───── Material for this task ─────

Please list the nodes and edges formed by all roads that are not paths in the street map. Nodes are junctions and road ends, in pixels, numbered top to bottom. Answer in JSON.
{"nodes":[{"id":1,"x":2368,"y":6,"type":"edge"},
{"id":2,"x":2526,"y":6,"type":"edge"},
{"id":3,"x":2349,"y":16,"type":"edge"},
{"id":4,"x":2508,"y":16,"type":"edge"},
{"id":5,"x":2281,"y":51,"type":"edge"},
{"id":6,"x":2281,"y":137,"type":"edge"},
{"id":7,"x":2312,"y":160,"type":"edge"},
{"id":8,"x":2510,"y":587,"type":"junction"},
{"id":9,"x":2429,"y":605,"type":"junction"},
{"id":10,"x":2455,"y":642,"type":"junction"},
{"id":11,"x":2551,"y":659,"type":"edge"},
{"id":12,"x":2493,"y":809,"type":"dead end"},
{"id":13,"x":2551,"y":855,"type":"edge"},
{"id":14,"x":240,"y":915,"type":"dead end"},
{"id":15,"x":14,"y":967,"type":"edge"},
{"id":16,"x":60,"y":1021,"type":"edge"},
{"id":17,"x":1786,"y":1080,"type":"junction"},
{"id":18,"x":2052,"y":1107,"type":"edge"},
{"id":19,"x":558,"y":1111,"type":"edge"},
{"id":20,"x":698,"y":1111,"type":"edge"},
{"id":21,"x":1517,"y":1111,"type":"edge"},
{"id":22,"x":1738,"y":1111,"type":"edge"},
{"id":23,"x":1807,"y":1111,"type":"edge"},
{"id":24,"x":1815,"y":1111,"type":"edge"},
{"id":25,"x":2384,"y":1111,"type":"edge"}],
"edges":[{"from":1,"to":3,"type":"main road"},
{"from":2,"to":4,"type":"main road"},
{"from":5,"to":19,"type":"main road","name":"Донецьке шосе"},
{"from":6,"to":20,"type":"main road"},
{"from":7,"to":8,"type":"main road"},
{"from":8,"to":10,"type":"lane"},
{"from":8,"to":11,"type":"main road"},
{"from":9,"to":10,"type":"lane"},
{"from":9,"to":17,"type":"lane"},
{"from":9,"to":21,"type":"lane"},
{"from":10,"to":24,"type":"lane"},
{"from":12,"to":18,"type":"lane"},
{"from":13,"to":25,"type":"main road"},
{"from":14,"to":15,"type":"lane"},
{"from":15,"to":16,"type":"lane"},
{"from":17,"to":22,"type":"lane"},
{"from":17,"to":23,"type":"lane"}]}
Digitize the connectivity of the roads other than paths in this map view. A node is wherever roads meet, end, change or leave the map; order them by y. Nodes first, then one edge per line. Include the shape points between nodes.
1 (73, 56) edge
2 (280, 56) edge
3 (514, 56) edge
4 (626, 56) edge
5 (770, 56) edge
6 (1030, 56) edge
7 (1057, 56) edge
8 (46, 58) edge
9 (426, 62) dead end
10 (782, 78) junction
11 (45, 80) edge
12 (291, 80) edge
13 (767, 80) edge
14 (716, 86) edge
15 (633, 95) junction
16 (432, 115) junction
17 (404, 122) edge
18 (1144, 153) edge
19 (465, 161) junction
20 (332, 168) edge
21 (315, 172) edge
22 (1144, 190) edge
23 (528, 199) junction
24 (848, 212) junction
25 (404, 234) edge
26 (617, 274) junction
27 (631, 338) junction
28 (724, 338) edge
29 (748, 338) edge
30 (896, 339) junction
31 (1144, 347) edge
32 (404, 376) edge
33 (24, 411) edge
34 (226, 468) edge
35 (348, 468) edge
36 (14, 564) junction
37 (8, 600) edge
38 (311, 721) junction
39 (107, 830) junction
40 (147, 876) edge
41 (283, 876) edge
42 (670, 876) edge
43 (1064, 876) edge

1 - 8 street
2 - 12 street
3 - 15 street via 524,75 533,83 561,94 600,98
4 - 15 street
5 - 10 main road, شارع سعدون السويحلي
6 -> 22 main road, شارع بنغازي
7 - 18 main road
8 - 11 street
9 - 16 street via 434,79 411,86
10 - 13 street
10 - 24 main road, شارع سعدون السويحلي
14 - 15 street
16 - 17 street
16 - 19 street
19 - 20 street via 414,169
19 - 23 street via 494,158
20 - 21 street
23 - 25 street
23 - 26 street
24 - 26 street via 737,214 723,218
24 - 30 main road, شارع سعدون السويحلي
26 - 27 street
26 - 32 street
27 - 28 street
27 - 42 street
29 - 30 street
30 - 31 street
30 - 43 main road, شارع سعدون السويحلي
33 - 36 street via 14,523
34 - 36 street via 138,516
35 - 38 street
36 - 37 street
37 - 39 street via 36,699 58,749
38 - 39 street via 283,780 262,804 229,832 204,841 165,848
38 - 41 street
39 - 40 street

─────

Exercise objective
For this exercise, set down the entire listing above exactly as given.

Result of this exercise
Please list the nodes and edges formed by all roads that are not paths in the street map. Nodes are junctions and road ends, in pixels, numbered top to bottom. Answer in JSON.
{"nodes":[{"id":1,"x":2368,"y":6,"type":"edge"},
{"id":2,"x":2526,"y":6,"type":"edge"},
{"id":3,"x":2349,"y":16,"type":"edge"},
{"id":4,"x":2508,"y":16,"type":"edge"},
{"id":5,"x":2281,"y":51,"type":"edge"},
{"id":6,"x":2281,"y":137,"type":"edge"},
{"id":7,"x":2312,"y":160,"type":"edge"},
{"id":8,"x":2510,"y":587,"type":"junction"},
{"id":9,"x":2429,"y":605,"type":"junction"},
{"id":10,"x":2455,"y":642,"type":"junction"},
{"id":11,"x":2551,"y":659,"type":"edge"},
{"id":12,"x":2493,"y":809,"type":"dead end"},
{"id":13,"x":2551,"y":855,"type":"edge"},
{"id":14,"x":240,"y":915,"type":"dead end"},
{"id":15,"x":14,"y":967,"type":"edge"},
{"id":16,"x":60,"y":1021,"type":"edge"},
{"id":17,"x":1786,"y":1080,"type":"junction"},
{"id":18,"x":2052,"y":1107,"type":"edge"},
{"id":19,"x":558,"y":1111,"type":"edge"},
{"id":20,"x":698,"y":1111,"type":"edge"},
{"id":21,"x":1517,"y":1111,"type":"edge"},
{"id":22,"x":1738,"y":1111,"type":"edge"},
{"id":23,"x":1807,"y":1111,"type":"edge"},
{"id":24,"x":1815,"y":1111,"type":"edge"},
{"id":25,"x":2384,"y":1111,"type":"edge"}],
"edges":[{"from":1,"to":3,"type":"main road"},
{"from":2,"to":4,"type":"main road"},
{"from":5,"to":19,"type":"main road","name":"Донецьке шосе"},
{"from":6,"to":20,"type":"main road"},
{"from":7,"to":8,"type":"main road"},
{"from":8,"to":10,"type":"lane"},
{"from":8,"to":11,"type":"main road"},
{"from":9,"to":10,"type":"lane"},
{"from":9,"to":17,"type":"lane"},
{"from":9,"to":21,"type":"lane"},
{"from":10,"to":24,"type":"lane"},
{"from":12,"to":18,"type":"lane"},
{"from":13,"to":25,"type":"main road"},
{"from":14,"to":15,"type":"lane"},
{"from":15,"to":16,"type":"lane"},
{"from":17,"to":22,"type":"lane"},
{"from":17,"to":23,"type":"lane"}]}
Digitize the connectivity of the roads other than paths in this map view. A node is wherever roads meet, end, change or leave the map; order them by y. Nodes first, then one edge per line. Include the shape points between nodes.
1 (73, 56) edge
2 (280, 56) edge
3 (514, 56) edge
4 (626, 56) edge
5 (770, 56) edge
6 (1030, 56) edge
7 (1057, 56) edge
8 (46, 58) edge
9 (426, 62) dead end
10 (782, 78) junction
11 (45, 80) edge
12 (291, 80) edge
13 (767, 80) edge
14 (716, 86) edge
15 (633, 95) junction
16 (432, 115) junction
17 (404, 122) edge
18 (1144, 153) edge
19 (465, 161) junction
20 (332, 168) edge
21 (315, 172) edge
22 (1144, 190) edge
23 (528, 199) junction
24 (848, 212) junction
25 (404, 234) edge
26 (617, 274) junction
27 (631, 338) junction
28 (724, 338) edge
29 (748, 338) edge
30 (896, 339) junction
31 (1144, 347) edge
32 (404, 376) edge
33 (24, 411) edge
34 (226, 468) edge
35 (348, 468) edge
36 (14, 564) junction
37 (8, 600) edge
38 (311, 721) junction
39 (107, 830) junction
40 (147, 876) edge
41 (283, 876) edge
42 (670, 876) edge
43 (1064, 876) edge

1 - 8 street
2 - 12 street
3 - 15 street via 524,75 533,83 561,94 600,98
4 - 15 street
5 - 10 main road, شارع سعدون السويحلي
6 -> 22 main road, شارع بنغازي
7 - 18 main road
8 - 11 street
9 - 16 street via 434,79 411,86
10 - 13 street
10 - 24 main road, شارع سعدون السويحلي
14 - 15 street
16 - 17 street
16 - 19 street
19 - 20 street via 414,169
19 - 23 street via 494,158
20 - 21 street
23 - 25 street
23 - 26 street
24 - 26 street via 737,214 723,218
24 - 30 main road, شارع سعدون السويحلي
26 - 27 street
26 - 32 street
27 - 28 street
27 - 42 street
29 - 30 street
30 - 31 street
30 - 43 main road, شارع سعدون السويحلي
33 - 36 street via 14,523
34 - 36 street via 138,516
35 - 38 street
36 - 37 street
37 - 39 street via 36,699 58,749
38 - 39 street via 283,780 262,804 229,832 204,841 165,848
38 - 41 street
39 - 40 street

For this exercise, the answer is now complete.